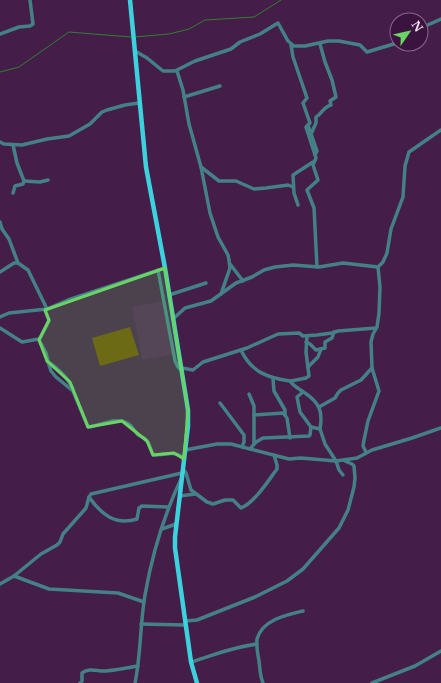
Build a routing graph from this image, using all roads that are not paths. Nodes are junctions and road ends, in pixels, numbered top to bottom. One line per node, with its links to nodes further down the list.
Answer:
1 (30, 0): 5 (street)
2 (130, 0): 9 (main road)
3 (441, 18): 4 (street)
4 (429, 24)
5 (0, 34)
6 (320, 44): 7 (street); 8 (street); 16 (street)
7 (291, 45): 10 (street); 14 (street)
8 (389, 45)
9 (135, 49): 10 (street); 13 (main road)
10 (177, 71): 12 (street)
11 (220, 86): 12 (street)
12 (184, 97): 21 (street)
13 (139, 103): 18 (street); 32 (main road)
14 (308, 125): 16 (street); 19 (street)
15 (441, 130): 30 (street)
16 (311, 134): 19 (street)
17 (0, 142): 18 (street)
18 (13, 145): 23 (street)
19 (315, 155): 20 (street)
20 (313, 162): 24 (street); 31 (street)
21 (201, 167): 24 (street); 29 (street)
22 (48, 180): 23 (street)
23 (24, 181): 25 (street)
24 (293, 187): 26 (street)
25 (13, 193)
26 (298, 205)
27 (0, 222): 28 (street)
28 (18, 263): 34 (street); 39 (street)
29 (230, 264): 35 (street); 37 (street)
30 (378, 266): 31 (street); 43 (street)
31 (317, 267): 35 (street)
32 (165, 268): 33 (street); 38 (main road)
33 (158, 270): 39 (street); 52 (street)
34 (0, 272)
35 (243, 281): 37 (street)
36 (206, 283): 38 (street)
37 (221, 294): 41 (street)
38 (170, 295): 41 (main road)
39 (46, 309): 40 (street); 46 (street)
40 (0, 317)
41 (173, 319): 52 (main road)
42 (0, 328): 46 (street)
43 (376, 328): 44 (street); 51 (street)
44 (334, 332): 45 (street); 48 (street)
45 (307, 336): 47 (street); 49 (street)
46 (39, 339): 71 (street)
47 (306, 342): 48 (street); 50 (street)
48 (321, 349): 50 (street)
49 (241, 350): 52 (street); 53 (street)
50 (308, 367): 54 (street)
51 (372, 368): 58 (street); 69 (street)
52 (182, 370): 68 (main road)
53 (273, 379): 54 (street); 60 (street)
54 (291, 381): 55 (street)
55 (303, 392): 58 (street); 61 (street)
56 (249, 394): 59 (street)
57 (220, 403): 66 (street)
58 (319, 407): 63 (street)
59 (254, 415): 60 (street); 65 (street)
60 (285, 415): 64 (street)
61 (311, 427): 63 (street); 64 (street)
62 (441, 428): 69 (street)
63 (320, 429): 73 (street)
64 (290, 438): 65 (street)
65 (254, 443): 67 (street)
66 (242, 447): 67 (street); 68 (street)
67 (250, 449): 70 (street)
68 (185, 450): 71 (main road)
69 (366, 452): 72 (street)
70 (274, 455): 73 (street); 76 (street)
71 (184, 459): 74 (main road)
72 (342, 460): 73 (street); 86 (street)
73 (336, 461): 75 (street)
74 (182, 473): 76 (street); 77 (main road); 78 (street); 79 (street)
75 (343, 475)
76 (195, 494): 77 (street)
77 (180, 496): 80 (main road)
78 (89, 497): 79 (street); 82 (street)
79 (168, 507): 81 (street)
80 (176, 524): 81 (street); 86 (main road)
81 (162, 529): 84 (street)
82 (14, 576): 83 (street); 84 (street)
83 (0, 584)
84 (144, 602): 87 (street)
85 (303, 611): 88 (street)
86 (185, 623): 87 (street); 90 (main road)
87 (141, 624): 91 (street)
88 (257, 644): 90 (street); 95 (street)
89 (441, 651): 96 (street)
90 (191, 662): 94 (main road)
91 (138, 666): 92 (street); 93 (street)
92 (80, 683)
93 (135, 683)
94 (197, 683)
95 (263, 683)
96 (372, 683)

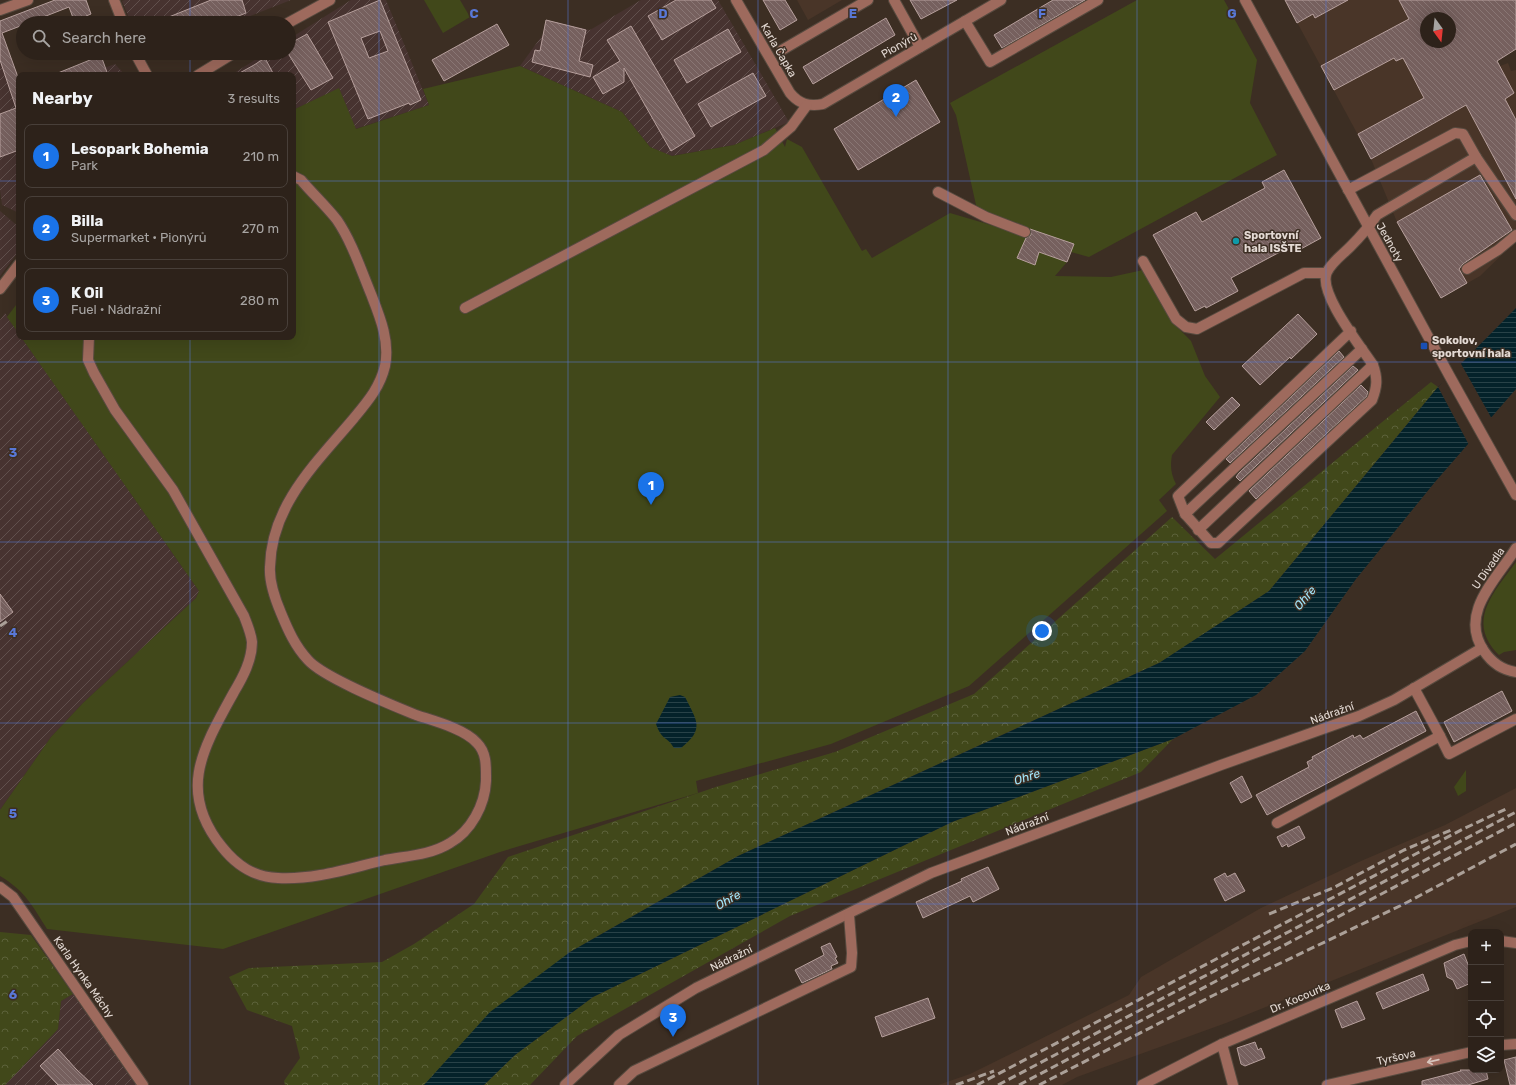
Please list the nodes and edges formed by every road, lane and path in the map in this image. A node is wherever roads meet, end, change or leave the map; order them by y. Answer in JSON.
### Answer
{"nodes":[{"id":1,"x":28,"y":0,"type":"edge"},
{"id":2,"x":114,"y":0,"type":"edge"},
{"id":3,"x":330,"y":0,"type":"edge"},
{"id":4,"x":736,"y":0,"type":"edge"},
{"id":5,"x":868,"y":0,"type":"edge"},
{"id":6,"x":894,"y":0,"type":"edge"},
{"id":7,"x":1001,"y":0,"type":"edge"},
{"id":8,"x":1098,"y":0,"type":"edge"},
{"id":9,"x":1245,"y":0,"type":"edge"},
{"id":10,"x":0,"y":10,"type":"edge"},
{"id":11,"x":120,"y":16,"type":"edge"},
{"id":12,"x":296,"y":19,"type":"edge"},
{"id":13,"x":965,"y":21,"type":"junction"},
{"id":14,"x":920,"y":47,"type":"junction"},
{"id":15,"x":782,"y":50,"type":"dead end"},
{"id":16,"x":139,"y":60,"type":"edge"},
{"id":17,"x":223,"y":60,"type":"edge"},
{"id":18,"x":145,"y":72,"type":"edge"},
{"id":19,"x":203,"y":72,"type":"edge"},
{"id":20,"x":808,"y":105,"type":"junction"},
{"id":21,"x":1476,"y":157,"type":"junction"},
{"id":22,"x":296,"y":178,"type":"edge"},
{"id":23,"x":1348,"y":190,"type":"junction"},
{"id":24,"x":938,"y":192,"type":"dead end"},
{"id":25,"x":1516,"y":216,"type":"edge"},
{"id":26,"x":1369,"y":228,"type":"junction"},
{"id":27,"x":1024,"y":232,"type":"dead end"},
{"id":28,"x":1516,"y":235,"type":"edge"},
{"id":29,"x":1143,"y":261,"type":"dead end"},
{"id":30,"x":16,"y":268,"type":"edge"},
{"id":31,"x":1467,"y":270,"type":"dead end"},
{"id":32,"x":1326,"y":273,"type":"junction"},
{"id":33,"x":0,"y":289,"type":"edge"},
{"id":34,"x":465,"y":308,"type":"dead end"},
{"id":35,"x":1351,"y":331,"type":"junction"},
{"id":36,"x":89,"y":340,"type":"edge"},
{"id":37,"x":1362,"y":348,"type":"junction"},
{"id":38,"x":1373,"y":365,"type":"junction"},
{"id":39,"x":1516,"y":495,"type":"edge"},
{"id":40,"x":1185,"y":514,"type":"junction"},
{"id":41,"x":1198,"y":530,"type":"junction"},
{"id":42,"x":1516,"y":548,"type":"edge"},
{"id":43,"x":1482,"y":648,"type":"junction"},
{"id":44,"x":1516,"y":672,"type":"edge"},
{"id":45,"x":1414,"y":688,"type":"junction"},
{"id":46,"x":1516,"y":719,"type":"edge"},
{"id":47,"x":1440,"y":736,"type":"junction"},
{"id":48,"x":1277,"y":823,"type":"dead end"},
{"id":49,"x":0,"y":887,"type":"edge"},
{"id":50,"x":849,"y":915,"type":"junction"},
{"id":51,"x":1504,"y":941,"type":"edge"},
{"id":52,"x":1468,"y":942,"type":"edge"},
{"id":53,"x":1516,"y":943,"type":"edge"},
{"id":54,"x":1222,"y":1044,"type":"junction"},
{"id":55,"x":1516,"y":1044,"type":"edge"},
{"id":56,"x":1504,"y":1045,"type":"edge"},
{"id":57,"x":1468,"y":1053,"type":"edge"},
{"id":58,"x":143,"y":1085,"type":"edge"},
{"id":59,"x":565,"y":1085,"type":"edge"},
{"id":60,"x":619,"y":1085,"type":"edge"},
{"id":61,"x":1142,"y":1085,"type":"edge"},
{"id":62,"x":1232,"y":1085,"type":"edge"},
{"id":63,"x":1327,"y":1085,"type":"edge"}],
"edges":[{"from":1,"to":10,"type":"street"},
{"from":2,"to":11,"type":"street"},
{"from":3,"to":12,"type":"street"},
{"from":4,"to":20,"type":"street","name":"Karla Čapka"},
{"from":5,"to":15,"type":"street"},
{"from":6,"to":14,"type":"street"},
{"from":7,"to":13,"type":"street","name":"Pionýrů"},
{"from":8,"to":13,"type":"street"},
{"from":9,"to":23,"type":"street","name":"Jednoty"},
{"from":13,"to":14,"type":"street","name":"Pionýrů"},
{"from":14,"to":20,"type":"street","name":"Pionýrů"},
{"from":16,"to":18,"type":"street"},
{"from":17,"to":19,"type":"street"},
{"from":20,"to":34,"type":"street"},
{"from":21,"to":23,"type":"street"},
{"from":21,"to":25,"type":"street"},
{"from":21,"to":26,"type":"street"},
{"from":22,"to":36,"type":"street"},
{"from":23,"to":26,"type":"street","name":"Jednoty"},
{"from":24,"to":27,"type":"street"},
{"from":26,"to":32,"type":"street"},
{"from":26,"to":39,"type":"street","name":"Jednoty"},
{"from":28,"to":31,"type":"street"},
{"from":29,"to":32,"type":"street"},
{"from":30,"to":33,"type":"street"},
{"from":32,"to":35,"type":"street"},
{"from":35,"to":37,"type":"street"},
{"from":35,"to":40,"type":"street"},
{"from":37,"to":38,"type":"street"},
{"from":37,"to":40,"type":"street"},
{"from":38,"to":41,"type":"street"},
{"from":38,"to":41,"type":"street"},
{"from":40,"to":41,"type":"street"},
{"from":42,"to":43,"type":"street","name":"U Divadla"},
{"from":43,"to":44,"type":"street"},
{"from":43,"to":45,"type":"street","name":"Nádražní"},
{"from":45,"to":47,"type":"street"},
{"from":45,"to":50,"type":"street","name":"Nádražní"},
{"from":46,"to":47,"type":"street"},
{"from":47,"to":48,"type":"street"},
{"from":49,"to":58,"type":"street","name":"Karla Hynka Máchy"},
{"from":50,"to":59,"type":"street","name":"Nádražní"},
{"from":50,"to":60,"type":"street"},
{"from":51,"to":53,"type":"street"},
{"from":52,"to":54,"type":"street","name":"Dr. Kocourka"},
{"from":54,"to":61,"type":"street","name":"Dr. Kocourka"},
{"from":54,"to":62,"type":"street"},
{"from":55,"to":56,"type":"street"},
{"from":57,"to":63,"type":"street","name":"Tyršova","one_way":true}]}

-*-*-

## WHAT YOU WILL DO
From the listing above, find the number of lines with the word "Karla" in them. Answer with the number only.

## ANSWER TO THIS TASK
2